=== What you are asked to do ===
Print out the full listing, exactly.

[Material provided — start]

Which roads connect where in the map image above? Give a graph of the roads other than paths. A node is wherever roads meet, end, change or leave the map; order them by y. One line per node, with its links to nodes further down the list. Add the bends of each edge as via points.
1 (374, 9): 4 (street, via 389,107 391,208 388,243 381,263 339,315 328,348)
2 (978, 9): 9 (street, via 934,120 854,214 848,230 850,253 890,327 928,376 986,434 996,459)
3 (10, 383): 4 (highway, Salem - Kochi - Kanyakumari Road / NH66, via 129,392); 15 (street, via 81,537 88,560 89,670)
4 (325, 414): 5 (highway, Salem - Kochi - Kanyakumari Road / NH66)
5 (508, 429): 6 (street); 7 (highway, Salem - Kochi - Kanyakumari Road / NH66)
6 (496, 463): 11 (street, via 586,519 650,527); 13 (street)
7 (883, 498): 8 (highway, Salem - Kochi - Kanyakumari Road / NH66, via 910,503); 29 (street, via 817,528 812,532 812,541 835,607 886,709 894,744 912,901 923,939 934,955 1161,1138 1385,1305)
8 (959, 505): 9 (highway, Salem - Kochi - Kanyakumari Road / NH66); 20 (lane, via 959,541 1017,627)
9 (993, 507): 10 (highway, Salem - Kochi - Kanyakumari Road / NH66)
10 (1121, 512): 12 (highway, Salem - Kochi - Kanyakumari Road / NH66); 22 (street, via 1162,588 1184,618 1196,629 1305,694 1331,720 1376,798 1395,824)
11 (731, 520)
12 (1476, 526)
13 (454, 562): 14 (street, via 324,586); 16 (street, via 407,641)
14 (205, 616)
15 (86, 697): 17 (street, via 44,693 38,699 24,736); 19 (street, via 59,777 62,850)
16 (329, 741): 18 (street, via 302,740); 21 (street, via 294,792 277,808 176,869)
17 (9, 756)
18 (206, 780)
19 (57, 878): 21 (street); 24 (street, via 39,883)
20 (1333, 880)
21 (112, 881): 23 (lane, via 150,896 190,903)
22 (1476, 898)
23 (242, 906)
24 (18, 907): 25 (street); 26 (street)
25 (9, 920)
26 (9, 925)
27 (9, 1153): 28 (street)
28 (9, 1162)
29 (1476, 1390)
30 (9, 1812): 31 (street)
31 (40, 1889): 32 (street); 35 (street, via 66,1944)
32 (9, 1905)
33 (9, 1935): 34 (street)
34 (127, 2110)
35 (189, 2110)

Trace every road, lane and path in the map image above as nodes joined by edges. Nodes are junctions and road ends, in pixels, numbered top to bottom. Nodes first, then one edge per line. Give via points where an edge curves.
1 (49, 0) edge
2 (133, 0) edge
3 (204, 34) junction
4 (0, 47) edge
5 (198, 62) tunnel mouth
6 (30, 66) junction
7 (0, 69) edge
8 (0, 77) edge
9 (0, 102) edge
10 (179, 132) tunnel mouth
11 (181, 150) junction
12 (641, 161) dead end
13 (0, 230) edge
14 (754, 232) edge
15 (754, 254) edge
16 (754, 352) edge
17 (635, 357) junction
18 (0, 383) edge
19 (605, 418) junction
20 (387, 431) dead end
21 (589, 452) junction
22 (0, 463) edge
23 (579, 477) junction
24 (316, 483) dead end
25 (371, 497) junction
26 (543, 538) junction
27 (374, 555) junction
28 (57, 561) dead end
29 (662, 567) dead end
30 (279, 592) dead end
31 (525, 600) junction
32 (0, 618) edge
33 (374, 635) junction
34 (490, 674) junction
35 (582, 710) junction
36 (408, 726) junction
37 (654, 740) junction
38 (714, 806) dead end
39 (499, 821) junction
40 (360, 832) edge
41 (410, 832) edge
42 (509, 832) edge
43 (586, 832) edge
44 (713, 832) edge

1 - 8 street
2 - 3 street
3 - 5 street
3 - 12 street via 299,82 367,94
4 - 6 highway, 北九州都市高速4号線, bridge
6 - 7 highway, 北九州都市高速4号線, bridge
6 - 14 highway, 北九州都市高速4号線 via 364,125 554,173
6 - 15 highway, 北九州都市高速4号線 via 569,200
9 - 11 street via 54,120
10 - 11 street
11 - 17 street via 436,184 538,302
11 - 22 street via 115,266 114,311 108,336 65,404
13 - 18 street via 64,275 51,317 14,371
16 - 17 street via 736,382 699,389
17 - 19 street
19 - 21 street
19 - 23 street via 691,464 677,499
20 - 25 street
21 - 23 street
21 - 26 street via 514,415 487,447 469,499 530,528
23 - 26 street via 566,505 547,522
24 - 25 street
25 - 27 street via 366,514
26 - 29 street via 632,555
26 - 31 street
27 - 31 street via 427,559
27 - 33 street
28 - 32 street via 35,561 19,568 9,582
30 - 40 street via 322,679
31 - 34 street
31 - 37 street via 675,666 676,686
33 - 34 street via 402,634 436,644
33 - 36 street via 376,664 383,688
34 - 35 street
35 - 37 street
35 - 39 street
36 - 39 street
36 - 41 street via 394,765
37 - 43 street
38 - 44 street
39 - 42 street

[Material provided — finish]

=== Answer to this exercise ===
Which roads connect where in the map image above? Give a graph of the roads other than paths. A node is wherever roads meet, end, change or leave the map; order them by y. One line per node, with its links to nodes further down the list. Add the bends of each edge as via points.
1 (374, 9): 4 (street, via 389,107 391,208 388,243 381,263 339,315 328,348)
2 (978, 9): 9 (street, via 934,120 854,214 848,230 850,253 890,327 928,376 986,434 996,459)
3 (10, 383): 4 (highway, Salem - Kochi - Kanyakumari Road / NH66, via 129,392); 15 (street, via 81,537 88,560 89,670)
4 (325, 414): 5 (highway, Salem - Kochi - Kanyakumari Road / NH66)
5 (508, 429): 6 (street); 7 (highway, Salem - Kochi - Kanyakumari Road / NH66)
6 (496, 463): 11 (street, via 586,519 650,527); 13 (street)
7 (883, 498): 8 (highway, Salem - Kochi - Kanyakumari Road / NH66, via 910,503); 29 (street, via 817,528 812,532 812,541 835,607 886,709 894,744 912,901 923,939 934,955 1161,1138 1385,1305)
8 (959, 505): 9 (highway, Salem - Kochi - Kanyakumari Road / NH66); 20 (lane, via 959,541 1017,627)
9 (993, 507): 10 (highway, Salem - Kochi - Kanyakumari Road / NH66)
10 (1121, 512): 12 (highway, Salem - Kochi - Kanyakumari Road / NH66); 22 (street, via 1162,588 1184,618 1196,629 1305,694 1331,720 1376,798 1395,824)
11 (731, 520)
12 (1476, 526)
13 (454, 562): 14 (street, via 324,586); 16 (street, via 407,641)
14 (205, 616)
15 (86, 697): 17 (street, via 44,693 38,699 24,736); 19 (street, via 59,777 62,850)
16 (329, 741): 18 (street, via 302,740); 21 (street, via 294,792 277,808 176,869)
17 (9, 756)
18 (206, 780)
19 (57, 878): 21 (street); 24 (street, via 39,883)
20 (1333, 880)
21 (112, 881): 23 (lane, via 150,896 190,903)
22 (1476, 898)
23 (242, 906)
24 (18, 907): 25 (street); 26 (street)
25 (9, 920)
26 (9, 925)
27 (9, 1153): 28 (street)
28 (9, 1162)
29 (1476, 1390)
30 (9, 1812): 31 (street)
31 (40, 1889): 32 (street); 35 (street, via 66,1944)
32 (9, 1905)
33 (9, 1935): 34 (street)
34 (127, 2110)
35 (189, 2110)

Trace every road, lane and path in the map image above as nodes joined by edges. Nodes are junctions and road ends, in pixels, numbered top to bottom. Nodes first, then one edge per line. Give via points where an edge curves.
1 (49, 0) edge
2 (133, 0) edge
3 (204, 34) junction
4 (0, 47) edge
5 (198, 62) tunnel mouth
6 (30, 66) junction
7 (0, 69) edge
8 (0, 77) edge
9 (0, 102) edge
10 (179, 132) tunnel mouth
11 (181, 150) junction
12 (641, 161) dead end
13 (0, 230) edge
14 (754, 232) edge
15 (754, 254) edge
16 (754, 352) edge
17 (635, 357) junction
18 (0, 383) edge
19 (605, 418) junction
20 (387, 431) dead end
21 (589, 452) junction
22 (0, 463) edge
23 (579, 477) junction
24 (316, 483) dead end
25 (371, 497) junction
26 (543, 538) junction
27 (374, 555) junction
28 (57, 561) dead end
29 (662, 567) dead end
30 (279, 592) dead end
31 (525, 600) junction
32 (0, 618) edge
33 (374, 635) junction
34 (490, 674) junction
35 (582, 710) junction
36 (408, 726) junction
37 (654, 740) junction
38 (714, 806) dead end
39 (499, 821) junction
40 (360, 832) edge
41 (410, 832) edge
42 (509, 832) edge
43 (586, 832) edge
44 (713, 832) edge

1 - 8 street
2 - 3 street
3 - 5 street
3 - 12 street via 299,82 367,94
4 - 6 highway, 北九州都市高速4号線, bridge
6 - 7 highway, 北九州都市高速4号線, bridge
6 - 14 highway, 北九州都市高速4号線 via 364,125 554,173
6 - 15 highway, 北九州都市高速4号線 via 569,200
9 - 11 street via 54,120
10 - 11 street
11 - 17 street via 436,184 538,302
11 - 22 street via 115,266 114,311 108,336 65,404
13 - 18 street via 64,275 51,317 14,371
16 - 17 street via 736,382 699,389
17 - 19 street
19 - 21 street
19 - 23 street via 691,464 677,499
20 - 25 street
21 - 23 street
21 - 26 street via 514,415 487,447 469,499 530,528
23 - 26 street via 566,505 547,522
24 - 25 street
25 - 27 street via 366,514
26 - 29 street via 632,555
26 - 31 street
27 - 31 street via 427,559
27 - 33 street
28 - 32 street via 35,561 19,568 9,582
30 - 40 street via 322,679
31 - 34 street
31 - 37 street via 675,666 676,686
33 - 34 street via 402,634 436,644
33 - 36 street via 376,664 383,688
34 - 35 street
35 - 37 street
35 - 39 street
36 - 39 street
36 - 41 street via 394,765
37 - 43 street
38 - 44 street
39 - 42 street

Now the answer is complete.